Whatever the majority of the populace and the monks might think, the desire to achieve union steadily persisted. A few years later in 1334 Marino Sanudo again remarked that not only the Emperor(then Andronicus III) but a number of priests and monks with whom he had talked were ready to acquiesce in union. Andronicus III's wife was the Italian Anne of Savoy and according to a Franciscan Chronicle the Pope's hope that she might convert her husband was fulfilled through the efforts of Frater Garcias, a Franciscan attached to the Empress's circle (she herself was said to have been a member of the Third Order of St Francis though she died an Orthodox nun. 126 It is impossible to know whether or not Andronicus was converted 'ad veram fidem et ecclesiae unitatem. 127 If so, this was understandably not made public. And in 1339 when addressing Pope Benedict XXII the Greek envoy Barlaam stated that if the Emperor's desire for union were generally known his life would be in danger.

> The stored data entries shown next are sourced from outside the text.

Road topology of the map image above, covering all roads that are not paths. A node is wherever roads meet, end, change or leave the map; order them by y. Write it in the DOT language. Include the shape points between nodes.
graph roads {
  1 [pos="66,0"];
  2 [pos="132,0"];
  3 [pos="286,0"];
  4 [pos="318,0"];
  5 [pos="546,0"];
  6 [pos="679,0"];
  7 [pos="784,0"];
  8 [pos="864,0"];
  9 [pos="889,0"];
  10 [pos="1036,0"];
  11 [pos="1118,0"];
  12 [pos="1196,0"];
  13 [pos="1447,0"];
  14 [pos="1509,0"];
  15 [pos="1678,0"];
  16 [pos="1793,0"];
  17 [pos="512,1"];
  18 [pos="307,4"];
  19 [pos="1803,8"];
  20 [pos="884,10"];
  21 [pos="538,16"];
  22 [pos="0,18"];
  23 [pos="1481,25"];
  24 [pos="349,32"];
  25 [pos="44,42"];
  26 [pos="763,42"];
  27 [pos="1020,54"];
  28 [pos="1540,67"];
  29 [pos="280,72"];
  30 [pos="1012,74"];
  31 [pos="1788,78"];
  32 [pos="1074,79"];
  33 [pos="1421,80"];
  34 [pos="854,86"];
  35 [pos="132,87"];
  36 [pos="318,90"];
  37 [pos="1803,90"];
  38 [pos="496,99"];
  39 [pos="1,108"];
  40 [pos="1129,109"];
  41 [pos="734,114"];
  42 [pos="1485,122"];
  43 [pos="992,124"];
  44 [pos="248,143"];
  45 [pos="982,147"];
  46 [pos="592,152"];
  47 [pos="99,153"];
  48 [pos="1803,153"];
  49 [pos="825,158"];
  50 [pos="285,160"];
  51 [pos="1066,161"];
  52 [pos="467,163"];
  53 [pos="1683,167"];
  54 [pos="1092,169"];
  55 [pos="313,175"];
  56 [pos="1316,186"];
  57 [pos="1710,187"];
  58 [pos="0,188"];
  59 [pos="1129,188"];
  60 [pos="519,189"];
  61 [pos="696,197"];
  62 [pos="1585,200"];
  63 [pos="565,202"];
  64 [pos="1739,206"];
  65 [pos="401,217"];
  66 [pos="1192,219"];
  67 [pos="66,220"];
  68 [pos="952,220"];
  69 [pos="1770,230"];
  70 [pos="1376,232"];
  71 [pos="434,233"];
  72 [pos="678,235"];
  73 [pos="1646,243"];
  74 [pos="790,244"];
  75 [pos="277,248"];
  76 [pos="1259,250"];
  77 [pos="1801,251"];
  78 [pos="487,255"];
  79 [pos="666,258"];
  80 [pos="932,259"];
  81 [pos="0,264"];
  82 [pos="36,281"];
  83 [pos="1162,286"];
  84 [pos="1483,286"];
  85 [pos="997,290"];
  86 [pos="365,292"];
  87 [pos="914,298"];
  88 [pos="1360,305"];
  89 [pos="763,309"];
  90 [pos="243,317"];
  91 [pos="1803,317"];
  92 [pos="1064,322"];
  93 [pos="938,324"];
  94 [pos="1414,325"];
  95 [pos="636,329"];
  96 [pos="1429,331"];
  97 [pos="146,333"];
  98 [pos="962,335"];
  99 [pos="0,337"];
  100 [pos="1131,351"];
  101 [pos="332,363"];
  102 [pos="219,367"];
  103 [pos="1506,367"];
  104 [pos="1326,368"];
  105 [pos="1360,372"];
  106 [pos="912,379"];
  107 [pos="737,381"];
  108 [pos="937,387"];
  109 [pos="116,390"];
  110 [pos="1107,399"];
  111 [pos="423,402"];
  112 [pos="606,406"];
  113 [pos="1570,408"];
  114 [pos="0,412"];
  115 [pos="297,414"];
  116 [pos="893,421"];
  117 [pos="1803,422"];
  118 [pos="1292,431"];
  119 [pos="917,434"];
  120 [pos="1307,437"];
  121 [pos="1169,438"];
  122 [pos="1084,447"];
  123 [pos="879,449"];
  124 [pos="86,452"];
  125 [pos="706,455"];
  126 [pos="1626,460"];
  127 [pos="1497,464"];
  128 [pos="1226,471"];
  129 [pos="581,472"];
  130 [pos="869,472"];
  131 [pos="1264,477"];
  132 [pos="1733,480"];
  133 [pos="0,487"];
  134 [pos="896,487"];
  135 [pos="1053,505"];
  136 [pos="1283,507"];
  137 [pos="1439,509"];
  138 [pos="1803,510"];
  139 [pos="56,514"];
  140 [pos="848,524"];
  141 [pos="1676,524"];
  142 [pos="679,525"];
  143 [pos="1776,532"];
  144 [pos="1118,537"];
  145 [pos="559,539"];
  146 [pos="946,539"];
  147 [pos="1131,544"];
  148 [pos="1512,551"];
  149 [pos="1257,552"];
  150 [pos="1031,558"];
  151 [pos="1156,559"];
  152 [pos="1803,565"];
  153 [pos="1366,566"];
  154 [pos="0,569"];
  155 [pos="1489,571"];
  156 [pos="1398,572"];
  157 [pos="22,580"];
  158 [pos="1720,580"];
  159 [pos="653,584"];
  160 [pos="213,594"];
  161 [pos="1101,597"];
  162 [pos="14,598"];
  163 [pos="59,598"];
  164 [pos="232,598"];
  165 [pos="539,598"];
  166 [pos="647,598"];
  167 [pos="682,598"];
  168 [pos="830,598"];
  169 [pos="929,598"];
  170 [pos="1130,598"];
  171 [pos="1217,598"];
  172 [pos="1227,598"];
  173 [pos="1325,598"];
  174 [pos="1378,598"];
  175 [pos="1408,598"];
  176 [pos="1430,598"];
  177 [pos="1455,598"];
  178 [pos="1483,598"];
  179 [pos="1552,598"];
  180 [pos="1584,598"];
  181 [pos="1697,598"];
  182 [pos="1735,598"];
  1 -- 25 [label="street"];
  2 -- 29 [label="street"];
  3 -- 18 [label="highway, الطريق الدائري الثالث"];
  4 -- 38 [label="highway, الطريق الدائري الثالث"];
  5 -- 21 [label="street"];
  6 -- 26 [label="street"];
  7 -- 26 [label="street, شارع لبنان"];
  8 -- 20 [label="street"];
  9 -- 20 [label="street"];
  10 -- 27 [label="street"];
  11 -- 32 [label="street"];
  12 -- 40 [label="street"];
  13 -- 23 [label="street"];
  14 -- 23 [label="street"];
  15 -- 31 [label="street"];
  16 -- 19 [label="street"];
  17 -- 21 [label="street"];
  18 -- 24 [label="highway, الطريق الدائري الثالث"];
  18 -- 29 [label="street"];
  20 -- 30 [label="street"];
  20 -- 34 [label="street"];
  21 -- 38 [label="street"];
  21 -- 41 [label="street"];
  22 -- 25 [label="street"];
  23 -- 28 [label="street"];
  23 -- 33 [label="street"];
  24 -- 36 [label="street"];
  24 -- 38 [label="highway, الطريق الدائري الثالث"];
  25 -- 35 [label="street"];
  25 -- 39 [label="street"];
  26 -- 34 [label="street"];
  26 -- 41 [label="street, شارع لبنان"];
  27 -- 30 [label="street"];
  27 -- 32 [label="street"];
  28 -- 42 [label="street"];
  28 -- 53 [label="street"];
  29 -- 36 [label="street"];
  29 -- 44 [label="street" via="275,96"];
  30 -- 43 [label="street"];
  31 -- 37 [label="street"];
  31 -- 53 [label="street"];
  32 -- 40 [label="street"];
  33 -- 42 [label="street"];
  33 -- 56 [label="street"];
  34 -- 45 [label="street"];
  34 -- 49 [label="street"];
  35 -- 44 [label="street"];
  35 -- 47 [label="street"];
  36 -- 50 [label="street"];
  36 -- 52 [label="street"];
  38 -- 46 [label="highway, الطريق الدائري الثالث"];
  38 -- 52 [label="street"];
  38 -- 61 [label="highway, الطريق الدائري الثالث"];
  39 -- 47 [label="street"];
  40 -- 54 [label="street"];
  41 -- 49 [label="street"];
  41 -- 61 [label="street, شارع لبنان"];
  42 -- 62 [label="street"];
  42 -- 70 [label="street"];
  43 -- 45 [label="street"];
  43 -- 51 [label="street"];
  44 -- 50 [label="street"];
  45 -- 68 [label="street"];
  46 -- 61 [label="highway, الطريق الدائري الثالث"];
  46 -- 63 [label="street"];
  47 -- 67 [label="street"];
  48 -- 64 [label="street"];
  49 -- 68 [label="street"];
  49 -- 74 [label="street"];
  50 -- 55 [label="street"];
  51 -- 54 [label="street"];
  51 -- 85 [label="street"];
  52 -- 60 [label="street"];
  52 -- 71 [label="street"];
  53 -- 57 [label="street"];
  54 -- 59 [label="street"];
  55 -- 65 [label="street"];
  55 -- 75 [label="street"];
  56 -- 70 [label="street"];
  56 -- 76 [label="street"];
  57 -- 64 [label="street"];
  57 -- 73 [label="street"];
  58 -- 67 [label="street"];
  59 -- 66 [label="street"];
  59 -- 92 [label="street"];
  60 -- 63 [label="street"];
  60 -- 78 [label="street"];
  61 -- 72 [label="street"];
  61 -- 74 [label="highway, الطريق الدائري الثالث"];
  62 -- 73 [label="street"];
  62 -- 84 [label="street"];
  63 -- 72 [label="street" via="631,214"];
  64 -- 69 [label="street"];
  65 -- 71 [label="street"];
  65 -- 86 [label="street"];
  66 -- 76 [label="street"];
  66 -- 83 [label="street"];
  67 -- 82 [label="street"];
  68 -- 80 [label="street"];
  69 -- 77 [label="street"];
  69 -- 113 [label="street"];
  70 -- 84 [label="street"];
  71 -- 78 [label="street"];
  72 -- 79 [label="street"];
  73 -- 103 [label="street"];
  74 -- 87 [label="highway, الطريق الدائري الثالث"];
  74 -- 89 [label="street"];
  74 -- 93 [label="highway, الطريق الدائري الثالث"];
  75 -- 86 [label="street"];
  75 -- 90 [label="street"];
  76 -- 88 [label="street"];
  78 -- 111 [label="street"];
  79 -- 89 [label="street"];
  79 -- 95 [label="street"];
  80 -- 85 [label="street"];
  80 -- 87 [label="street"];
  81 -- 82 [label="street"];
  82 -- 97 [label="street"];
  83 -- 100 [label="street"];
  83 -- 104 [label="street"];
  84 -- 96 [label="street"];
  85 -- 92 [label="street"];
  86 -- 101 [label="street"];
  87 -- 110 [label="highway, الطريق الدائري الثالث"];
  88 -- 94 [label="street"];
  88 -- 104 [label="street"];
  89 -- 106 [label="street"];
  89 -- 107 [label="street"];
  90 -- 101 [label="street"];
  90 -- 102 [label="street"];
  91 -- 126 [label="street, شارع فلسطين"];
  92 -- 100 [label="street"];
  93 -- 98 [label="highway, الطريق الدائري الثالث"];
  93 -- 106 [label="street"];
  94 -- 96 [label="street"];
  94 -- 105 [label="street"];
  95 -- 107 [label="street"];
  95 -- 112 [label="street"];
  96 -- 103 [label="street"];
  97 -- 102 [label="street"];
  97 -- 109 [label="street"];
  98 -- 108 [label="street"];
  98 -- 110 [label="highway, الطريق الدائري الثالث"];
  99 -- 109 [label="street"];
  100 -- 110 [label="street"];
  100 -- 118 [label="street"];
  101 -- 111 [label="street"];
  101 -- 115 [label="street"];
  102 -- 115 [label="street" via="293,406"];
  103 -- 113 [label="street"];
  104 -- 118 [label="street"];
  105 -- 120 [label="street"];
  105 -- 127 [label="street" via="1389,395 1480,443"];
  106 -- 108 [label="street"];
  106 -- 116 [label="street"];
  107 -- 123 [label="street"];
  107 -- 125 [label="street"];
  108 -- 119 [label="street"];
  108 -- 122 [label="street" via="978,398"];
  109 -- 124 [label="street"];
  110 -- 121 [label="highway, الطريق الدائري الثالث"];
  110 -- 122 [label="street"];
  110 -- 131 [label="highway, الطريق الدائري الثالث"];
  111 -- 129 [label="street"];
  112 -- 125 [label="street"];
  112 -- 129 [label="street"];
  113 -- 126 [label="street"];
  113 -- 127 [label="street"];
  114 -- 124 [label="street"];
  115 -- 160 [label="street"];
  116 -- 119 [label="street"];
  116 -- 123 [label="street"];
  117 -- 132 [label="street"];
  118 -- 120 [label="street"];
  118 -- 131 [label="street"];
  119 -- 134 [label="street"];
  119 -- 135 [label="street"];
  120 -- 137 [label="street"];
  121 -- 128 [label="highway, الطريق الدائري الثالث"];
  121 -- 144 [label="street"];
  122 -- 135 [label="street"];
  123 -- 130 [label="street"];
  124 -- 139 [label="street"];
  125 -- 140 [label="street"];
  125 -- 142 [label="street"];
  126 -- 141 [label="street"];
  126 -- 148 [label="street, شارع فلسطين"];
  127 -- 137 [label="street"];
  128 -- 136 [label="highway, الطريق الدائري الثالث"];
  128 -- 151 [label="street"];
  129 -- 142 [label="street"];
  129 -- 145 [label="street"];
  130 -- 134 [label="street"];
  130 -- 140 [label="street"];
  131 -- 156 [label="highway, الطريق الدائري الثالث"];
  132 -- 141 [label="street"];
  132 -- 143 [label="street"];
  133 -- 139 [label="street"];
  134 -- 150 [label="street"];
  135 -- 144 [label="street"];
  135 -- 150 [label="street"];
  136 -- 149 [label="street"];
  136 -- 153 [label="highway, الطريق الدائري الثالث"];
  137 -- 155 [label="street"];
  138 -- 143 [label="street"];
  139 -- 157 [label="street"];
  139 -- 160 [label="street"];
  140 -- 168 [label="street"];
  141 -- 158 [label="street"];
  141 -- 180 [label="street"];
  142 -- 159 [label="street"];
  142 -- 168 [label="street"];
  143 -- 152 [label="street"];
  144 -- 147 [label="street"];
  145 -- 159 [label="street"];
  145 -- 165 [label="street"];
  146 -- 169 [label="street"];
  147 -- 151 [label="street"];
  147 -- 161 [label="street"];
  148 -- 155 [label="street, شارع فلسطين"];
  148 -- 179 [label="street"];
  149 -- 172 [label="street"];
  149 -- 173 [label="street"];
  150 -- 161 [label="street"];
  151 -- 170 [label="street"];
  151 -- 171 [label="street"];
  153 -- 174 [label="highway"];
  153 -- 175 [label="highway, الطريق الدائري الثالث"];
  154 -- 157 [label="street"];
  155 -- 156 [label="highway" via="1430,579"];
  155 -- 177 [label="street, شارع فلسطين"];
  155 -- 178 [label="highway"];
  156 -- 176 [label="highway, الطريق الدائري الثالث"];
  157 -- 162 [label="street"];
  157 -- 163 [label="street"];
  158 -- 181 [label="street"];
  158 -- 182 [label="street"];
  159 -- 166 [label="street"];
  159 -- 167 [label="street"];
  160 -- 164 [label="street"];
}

Andronicus III certainly made a series of overtures to the papacy, sometimes making use of two Dominican bishops who travelled to and from the Crimea by way of Constantinople. In 1333 John XXII charged these two to explore the possibility of union and it was on the occasion of this visit to Constantinople that the Patriarch was pressed to arrange an open discussion. Nicephorus Gregoras records that he himself was urged to act as the Greek spokesman. He refused — he had rather an awkward personality — and he said that mysteries such as the Trinity were beyond human dialectic and he also pointed out that there was nothing for the Orthodox Church to debate since it had never deviated from the true faith. 128 At that time, Barlaam, a South Italian monk of the Greek rite who had settled in Constantinople, was a staunch supporter of the Greek Church and persona grata in influential Constantinopolitan circles. It is possible that he may have taken part in the proposed synodal discussions with the papal legates. It was during this period that he was writing anti-Latin tracts on the filioque. 129
Later in his reign Andronicus III sent two embassies to the Pope led by Stephen Dandolo, one in 1337 to initiate further discussion 130 and a second in 1339 when Stephen was accompanied by Barlaam. The Latin record of the 1339 meeting at Avignon gives the full exposition of the Greek position as propounded by Barlaam. 131 He urged the value of generosity, pressing for immediate aid against the Turks before settling the question of union. Then he emphasized that it was only decisions taken in a general council which would be likely to win over the Greek majority. Like Marino Sanudo he pointed out that little could be gained by force. But on this occasion he never really faced the question of authority or the doctrinal issues and even suggested that in default of agreement each Church might retain its own views under 'a single shepherd'. In any case his over-simplification was rejected by the Pope, then Benedict XII, who took the line that instruction in Latin teaching was all that the orientals needed to convince them of the validity of the Roman faith. The mission failed but union still remained a living issue.